The underlying issue is **Magiq's positioning clarity.** Kristina, a qualified prospect from Deal #2, sees Magiq as a process/SOP tool that complements workflow orchestration platforms. If this is how prospects describe Magiq to their networks, referrals will be channel partners or competitors, not customers.
### Core Jobs to Be Done
N/A — Bobbie is not a prospect.
### Feature Requests
**NONE — NOT A PROSPECT.**
---
## 10. Sales Decision Causal Analysis (SDCA)
### Decision Claims
| # | Statement | Speaker | Timestamp | Means-End Layer |
|---|-----------|---------|-----------|-----------------|
| 1 | "You're the process.

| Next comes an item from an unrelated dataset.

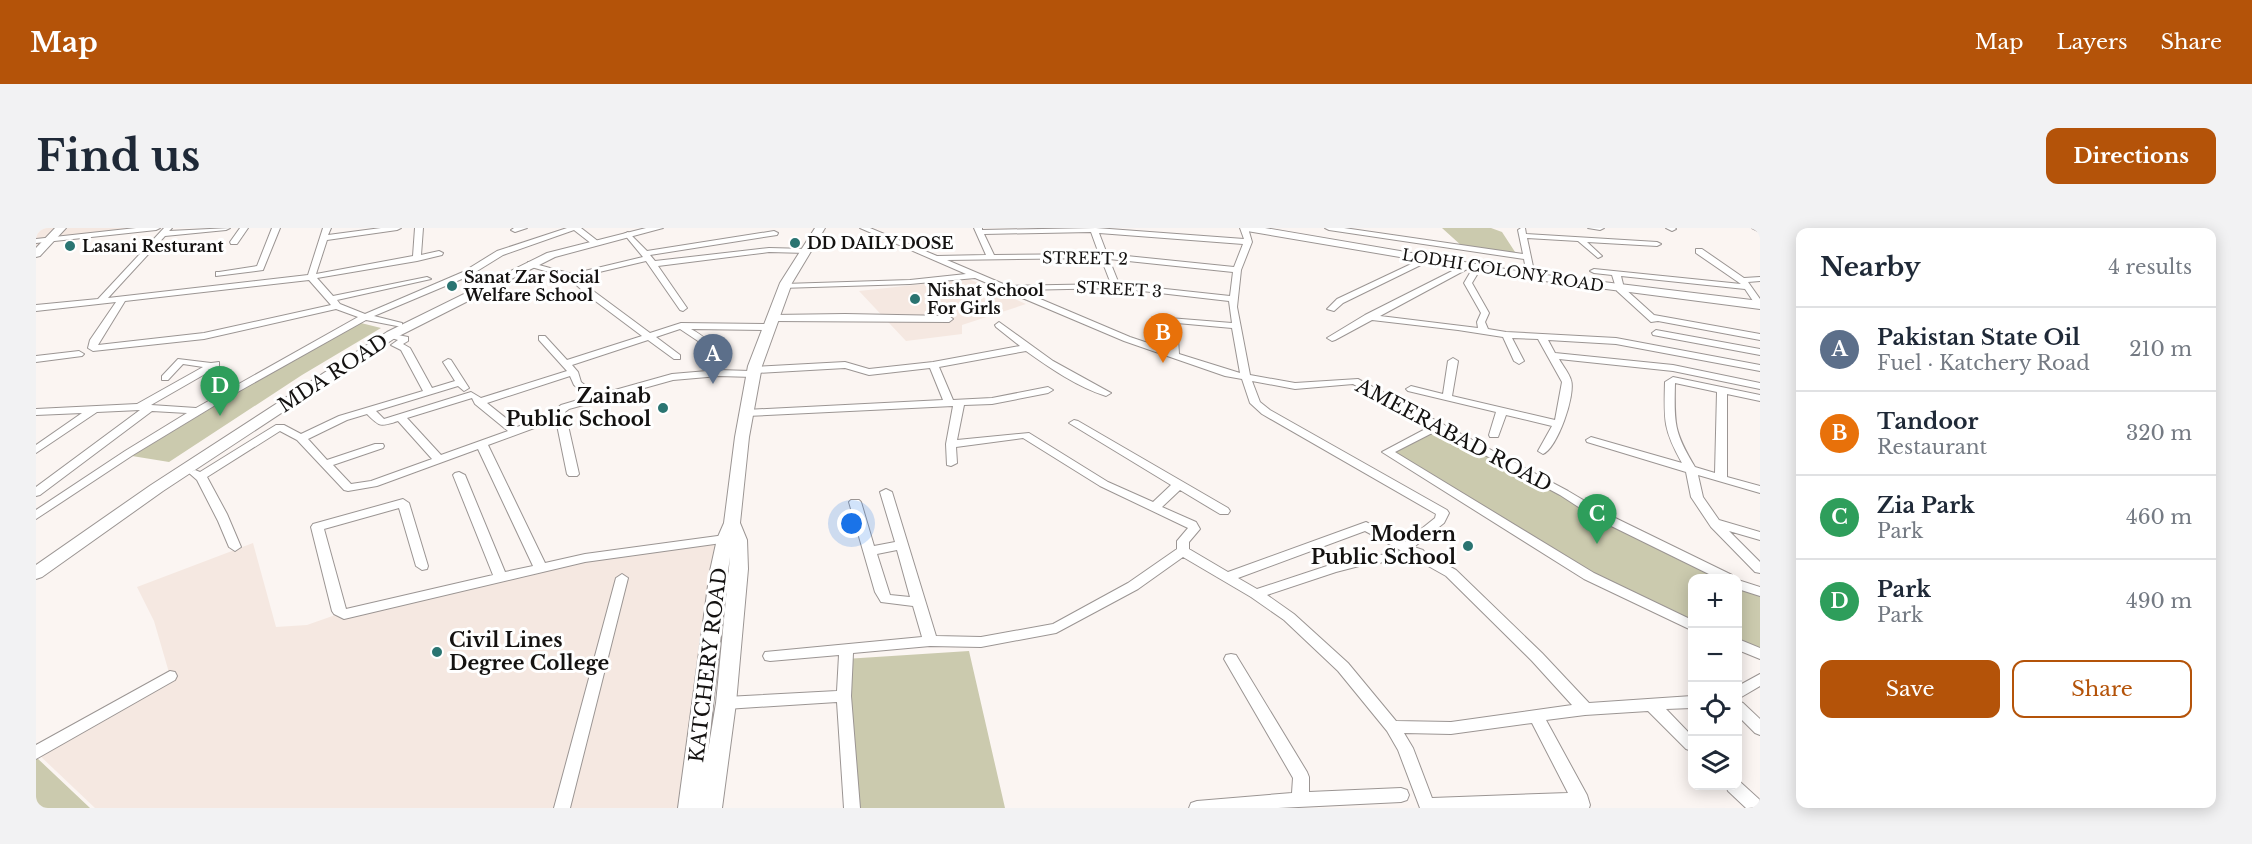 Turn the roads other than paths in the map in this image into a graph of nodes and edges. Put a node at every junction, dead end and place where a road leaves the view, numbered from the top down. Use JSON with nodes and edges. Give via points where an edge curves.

And we're the technology arm" | Bobbie | @6:55 | ATTRIBUTE (positioning) |
| 2 | "We're building execution as well... probably very similar to where we're skating" | Giancarlo | @8:35 | ATTRIBUTE (competitive disclosure) |
| 3 | "If you're building something similar, we can be friends, but we're looking for partnerships" | Bobbie | @11:19 | VALUE (partnership vs. competition) |
| 4 | "We're pretty far along in our journey" | Bobbie | @11:28 | ATTRIBUTE (competitive positioning) |
### Means-End Chain Analysis
**No sales chain exists.** This is a competitive evaluation, not a purchase decision. The relevant chain is:
**Bobbie's partnership assessment:**
```
ATTRIBUTE: Magiq's capabilities →
CONSEQUENCE: Overlap with Solvrays' execution capabilities →
OUTCOME: Not complementary — competitive →
VALUE: No partnership value
```
**Assessment: CORRECTLY IDENTIFIED by both parties.** The chain was evaluated and terminated at CONSEQUENCE when overlap was revealed.
### Value Equation
N/A — not a sales opportunity.
### Stated vs Actual Root Cause
| | Analysis |
|---|---------|
| **Stated Reason** | Bobbie: "If you're building something similar, we can be friends, but we're looking for partnerships." Direct and accurate. |
| **Actual Root Cause** | **Not a root cause category — this is a correctly identified non-opportunity.** Magiq and Solvrays compete in workflow orchestration for insurance operations. The referral was based on a misunderstanding of Magiq's product direction (Kristina sees Magiq as process/SOP, not execution). |
| **The Gap** | No gap between stated and actual — rare case where surface read is exactly correct. The diagnostic insight is upstream: Kristina's perception of Magiq as a "process/SOP tool" rather than a workflow execution platform. This perception gap will generate more misqualified referrals unless corrected. |
---
## 11. 4 Forces Balance
```
N/A — Not a sales opportunity. Competitor exploration call.
The relevant force analysis is on the REFERRAL SOURCE (Kristina):
- Kristina sees Magiq as: process/SOP tool (consultative)
- Magiq is building: workflow execution platform (product)
- This gap in perception drives misqualified referrals
```
---
## 12. Positioning Insight (Non-Standard Section)
This call reveals a critical positioning issue. Bobbie's framing of the relationship — "You're the process. We're the technology arm" — mirrors how Kristina apparently described Magiq to her. If Magiq's own prospects position it as a consulting/process tool rather than a product/platform, this creates three problems:
1. **Referrals go to competitors and consultants**, not to potential customers
2. **Pricing power is constrained** — consulting is priced by the hour; platforms are priced by value
3. **The advisory trap deepens** — the more Giancarlo is seen as "the process guy," the harder it is to sell a product
This connects directly to the corpus's #1 finding: Giancarlo's advisory identity overrides his product identity. Deal #9 is the external manifestation of this — even his own prospects describe him as a consultant who builds processes, not as a founder who sells a platform.
---
*Report generated: 2026-03-06*
*Analyst: Claude (Sales Diagnostic Framework v2 — Multi-Call)*
*Transcript: transcripts_10.md*
Notes
Competitor, not prospect Referral from Kristina (Deal #2). Solvrays builds workflow orchestration for carriers — overlaps with Magiq's product direction. Giancarlo was transparent about overlap at @8:35. 14-min call. Key insight: Kristina sees Magiq as "process/SOP tool" not "execution platform" — positioning gap drives misqualified referrals.